Rather Predator-ish looking, eh?
I thought I was terribly clever when I thought up the title for this column, but it turns out someone beat me to it. Check out Raquel Byrnes' excellent rundown of what it takes to write a winning synopsis here.
Now to splatter my thoughts on the matter.
Last night, after editing through another chapter, I started thinking about the synopsis that I would have to eventually write. The inclination made me shudder. No kidding. I spend almost a whole day last week writing the query. How on earth would I tackle a synopsis? Then I started to think--what is the best way to overcome fear? Face it! I pulled up an old synopsis for an outline and tinkered with it. To my surprise, I drafted a one- page synopsis in half an hour. What the deuce?
It basically comes down to this--face your fear. Turn off your flight mode and fight back. After all. You wrote a novel (or in the process). What's a one or four page synopsis on top of that? Easy sauce on curly fries!
Dagnabbit! Now I'm hungry . . .
Remember my old post about Falling Action? Your synopsis should focus on the important parts, like the stops you make on a road trip. Leave the exposition and catchy songs in the car.

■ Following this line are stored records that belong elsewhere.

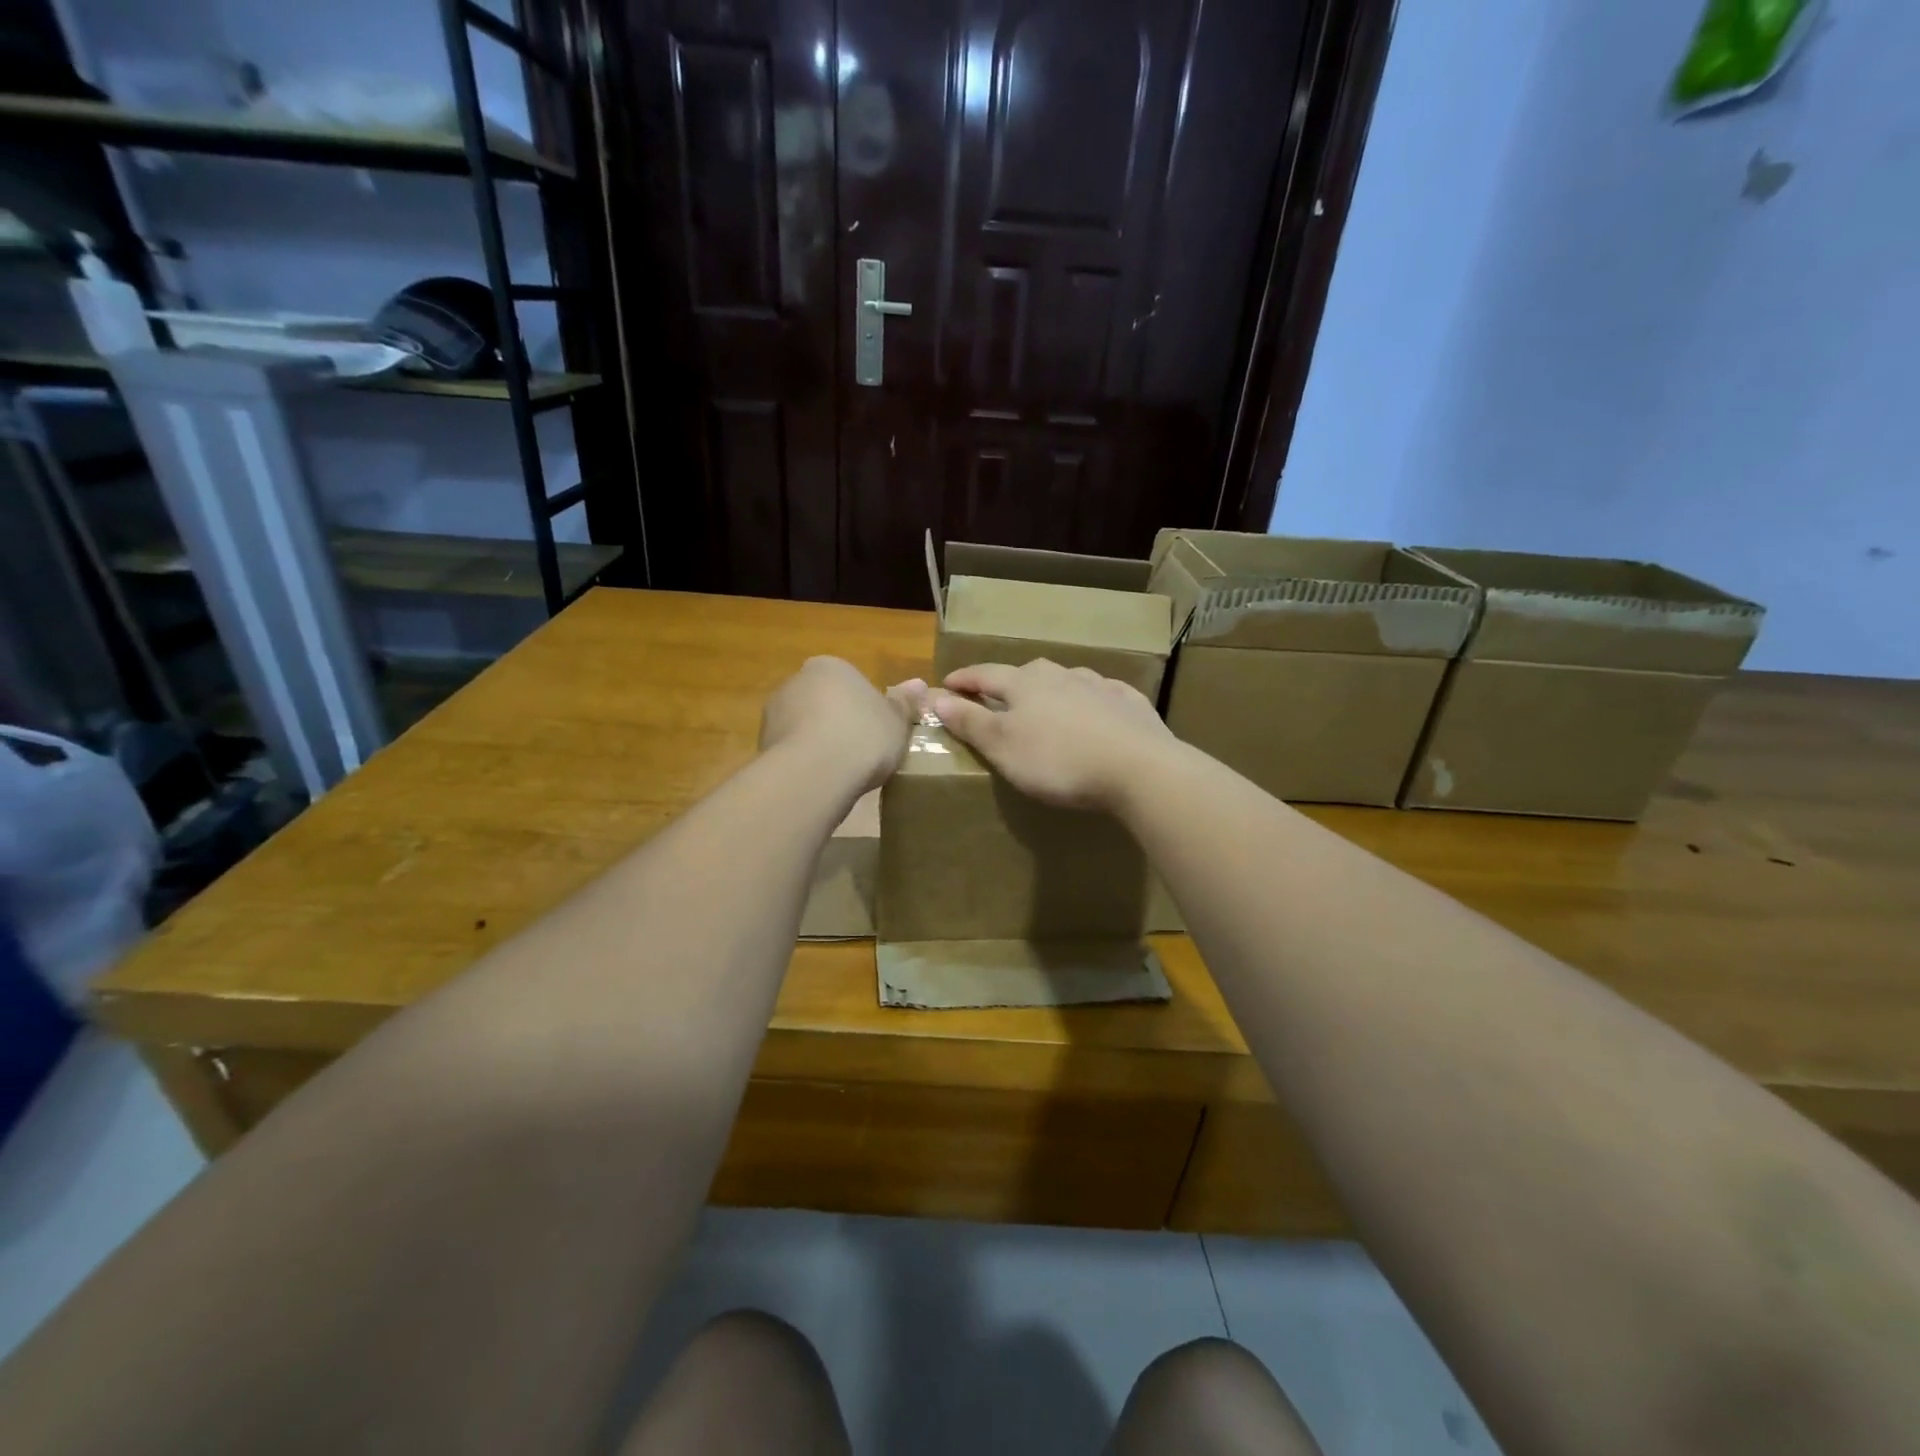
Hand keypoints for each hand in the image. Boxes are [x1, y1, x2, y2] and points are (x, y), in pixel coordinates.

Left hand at [760, 657, 925, 793]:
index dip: (864, 708)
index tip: (876, 732)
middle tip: (861, 752)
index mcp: (830, 666)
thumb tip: (920, 684)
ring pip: (803, 727)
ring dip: (817, 743)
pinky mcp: (761, 745)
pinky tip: (820, 782)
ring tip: (840, 772)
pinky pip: (791, 752)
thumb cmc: (864, 736)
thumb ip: (905, 703)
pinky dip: (804, 763)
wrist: (815, 772)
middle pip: (822, 702)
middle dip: (837, 723)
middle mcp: (796, 681)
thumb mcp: (897, 721)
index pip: (849, 682)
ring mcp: (774, 713)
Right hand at [930, 660, 1176, 810]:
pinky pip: (1102, 695)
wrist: (1138, 768)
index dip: (964, 680)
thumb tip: (936, 697)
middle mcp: (1061, 676)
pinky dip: (1089, 701)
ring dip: (1051, 690)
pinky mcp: (1130, 703)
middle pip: (1027, 673)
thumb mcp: (1003, 746)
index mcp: (1025, 684)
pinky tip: (1095, 712)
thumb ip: (971, 722)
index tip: (947, 684)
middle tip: (997, 697)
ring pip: (1067, 680)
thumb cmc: (1059, 760)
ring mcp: (1099, 686)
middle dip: (1008, 683)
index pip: (985, 675)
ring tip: (1046, 706)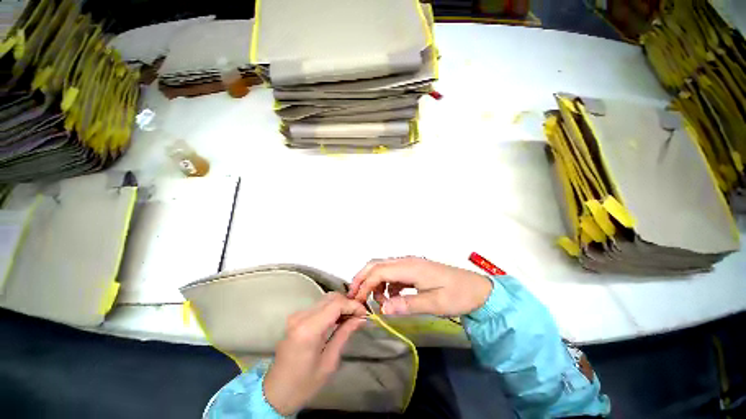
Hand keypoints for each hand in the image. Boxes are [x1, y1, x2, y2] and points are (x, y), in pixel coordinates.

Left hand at [263, 293, 366, 415]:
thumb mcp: (329, 362)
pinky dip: (331, 308)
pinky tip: (339, 319)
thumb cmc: (304, 384)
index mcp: (308, 329)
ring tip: (352, 317)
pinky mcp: (296, 318)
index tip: (365, 313)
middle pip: (331, 297)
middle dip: (348, 303)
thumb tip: (360, 318)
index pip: (336, 304)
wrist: (275, 393)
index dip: (353, 305)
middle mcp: (301, 316)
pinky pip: (318, 306)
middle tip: (360, 315)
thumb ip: (344, 334)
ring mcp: (296, 315)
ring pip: (325, 299)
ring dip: (340, 304)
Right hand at [348, 257, 492, 316]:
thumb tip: (383, 309)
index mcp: (411, 267)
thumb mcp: (435, 304)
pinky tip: (391, 298)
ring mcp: (410, 264)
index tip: (357, 301)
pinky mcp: (413, 270)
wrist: (477, 289)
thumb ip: (408, 304)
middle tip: (355, 296)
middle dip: (363, 278)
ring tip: (375, 301)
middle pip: (377, 264)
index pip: (380, 271)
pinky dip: (386, 284)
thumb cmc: (458, 295)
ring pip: (383, 267)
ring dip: (374, 281)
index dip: (365, 284)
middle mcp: (407, 261)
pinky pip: (393, 274)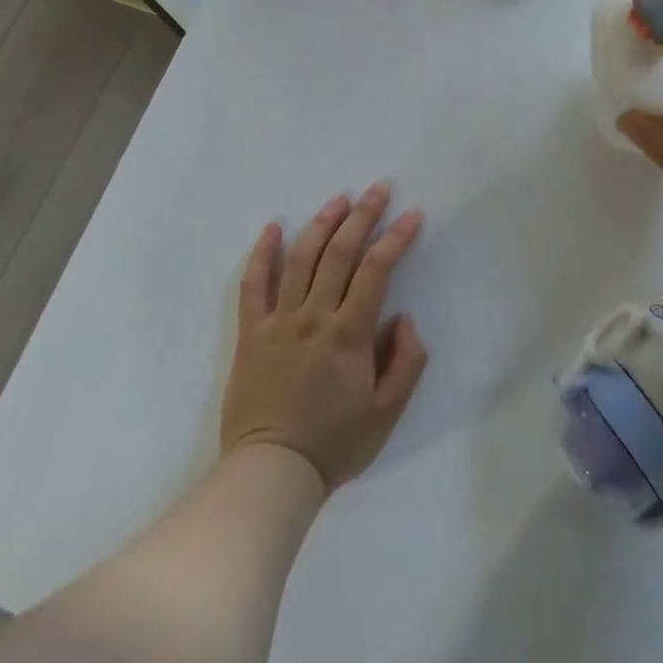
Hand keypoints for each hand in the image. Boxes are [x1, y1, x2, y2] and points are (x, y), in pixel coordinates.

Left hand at [219, 184, 427, 491]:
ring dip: (321, 224)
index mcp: (349, 334)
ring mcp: (278, 321)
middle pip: (340, 253)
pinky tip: (273, 226)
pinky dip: (262, 252)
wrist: (272, 472)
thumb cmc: (335, 443)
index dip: (396, 238)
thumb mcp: (388, 412)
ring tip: (339, 199)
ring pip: (301, 259)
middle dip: (362, 216)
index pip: (376, 270)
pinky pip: (253, 285)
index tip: (412, 215)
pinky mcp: (251, 333)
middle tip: (377, 190)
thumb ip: (407, 361)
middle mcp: (314, 317)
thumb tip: (404, 317)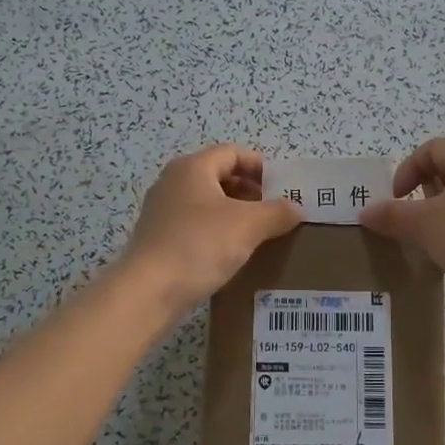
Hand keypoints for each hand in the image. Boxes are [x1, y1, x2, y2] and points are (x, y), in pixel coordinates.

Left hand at [118, 145, 301, 314]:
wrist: (149, 291)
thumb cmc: (200, 245)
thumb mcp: (249, 226)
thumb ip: (277, 212)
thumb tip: (295, 208)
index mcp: (192, 168)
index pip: (232, 153)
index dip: (260, 166)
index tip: (282, 189)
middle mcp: (173, 182)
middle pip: (219, 176)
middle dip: (250, 192)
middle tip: (274, 213)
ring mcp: (162, 211)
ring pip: (207, 203)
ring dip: (234, 214)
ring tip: (258, 235)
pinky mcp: (158, 238)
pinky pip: (195, 226)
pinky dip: (216, 232)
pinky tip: (231, 254)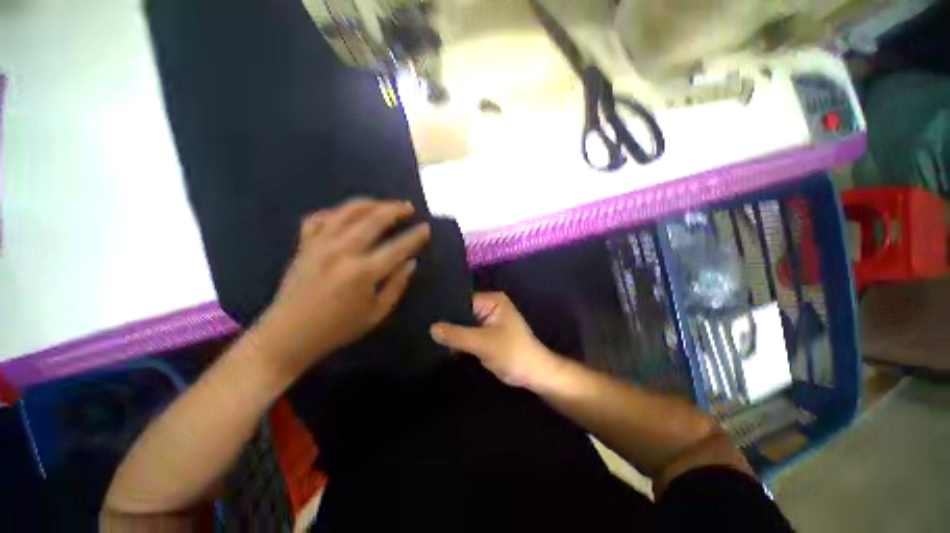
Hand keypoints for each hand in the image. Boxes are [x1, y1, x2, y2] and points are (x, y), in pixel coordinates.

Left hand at [253, 200, 430, 380]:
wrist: (287, 335)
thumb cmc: (337, 328)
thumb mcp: (377, 314)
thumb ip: (397, 285)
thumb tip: (411, 262)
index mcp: (363, 272)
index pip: (397, 247)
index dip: (415, 236)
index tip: (426, 228)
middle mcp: (342, 252)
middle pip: (373, 220)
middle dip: (395, 210)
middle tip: (409, 207)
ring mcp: (320, 244)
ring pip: (347, 212)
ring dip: (370, 203)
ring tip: (385, 204)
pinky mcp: (304, 245)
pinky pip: (319, 217)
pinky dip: (335, 211)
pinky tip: (347, 214)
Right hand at [430, 292, 561, 388]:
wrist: (533, 374)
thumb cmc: (512, 353)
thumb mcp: (483, 343)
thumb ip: (457, 335)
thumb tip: (432, 328)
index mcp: (492, 300)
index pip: (463, 300)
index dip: (446, 309)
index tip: (426, 317)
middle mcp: (489, 306)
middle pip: (462, 312)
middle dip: (447, 322)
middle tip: (423, 328)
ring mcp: (487, 320)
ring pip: (463, 324)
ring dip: (452, 332)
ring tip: (428, 335)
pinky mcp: (485, 334)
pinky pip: (467, 333)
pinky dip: (458, 339)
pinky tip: (441, 344)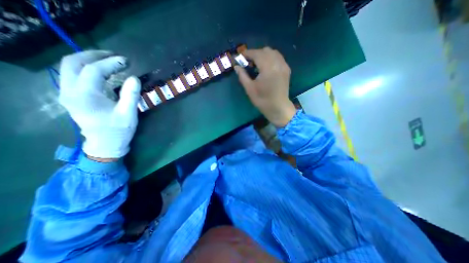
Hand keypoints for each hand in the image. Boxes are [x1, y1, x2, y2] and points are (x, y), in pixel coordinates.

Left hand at [58, 49, 140, 158]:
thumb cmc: (118, 130)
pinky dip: (86, 68)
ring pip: (69, 67)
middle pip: (73, 62)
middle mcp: (69, 91)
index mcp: (85, 96)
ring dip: (89, 60)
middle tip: (115, 56)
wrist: (105, 144)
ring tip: (109, 60)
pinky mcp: (71, 96)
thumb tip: (134, 78)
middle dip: (95, 55)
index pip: (94, 70)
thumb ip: (130, 95)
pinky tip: (101, 71)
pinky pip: (72, 74)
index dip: (111, 63)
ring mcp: (67, 93)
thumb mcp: (128, 114)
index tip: (126, 61)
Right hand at [235, 46, 295, 127]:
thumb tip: (236, 67)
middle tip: (248, 62)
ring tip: (257, 64)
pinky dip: (271, 58)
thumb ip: (242, 76)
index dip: (247, 53)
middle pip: (265, 50)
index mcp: (268, 68)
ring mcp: (284, 66)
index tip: (240, 56)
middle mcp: (277, 63)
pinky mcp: (287, 70)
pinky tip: (266, 67)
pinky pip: (278, 58)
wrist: (278, 108)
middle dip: (255, 54)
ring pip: (273, 52)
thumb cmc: (262, 100)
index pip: (256, 54)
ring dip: (263, 55)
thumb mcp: (249, 89)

This is not the rule, just my thoughts on the matter. Synopsis writing, just like novel writing, takes practice. Have someone you trust read it, who knows the details of your story, and be open to feedback. This is one of the big steps in selling your story. Fear not and dive in. Some publishers or agents like a one-page synopsis. Others like three or four. Consider writing both.
Are synopses tough for you? What are some tricks you employ to make your summary an enticing read?
I'm David, and sleep is becoming a stranger.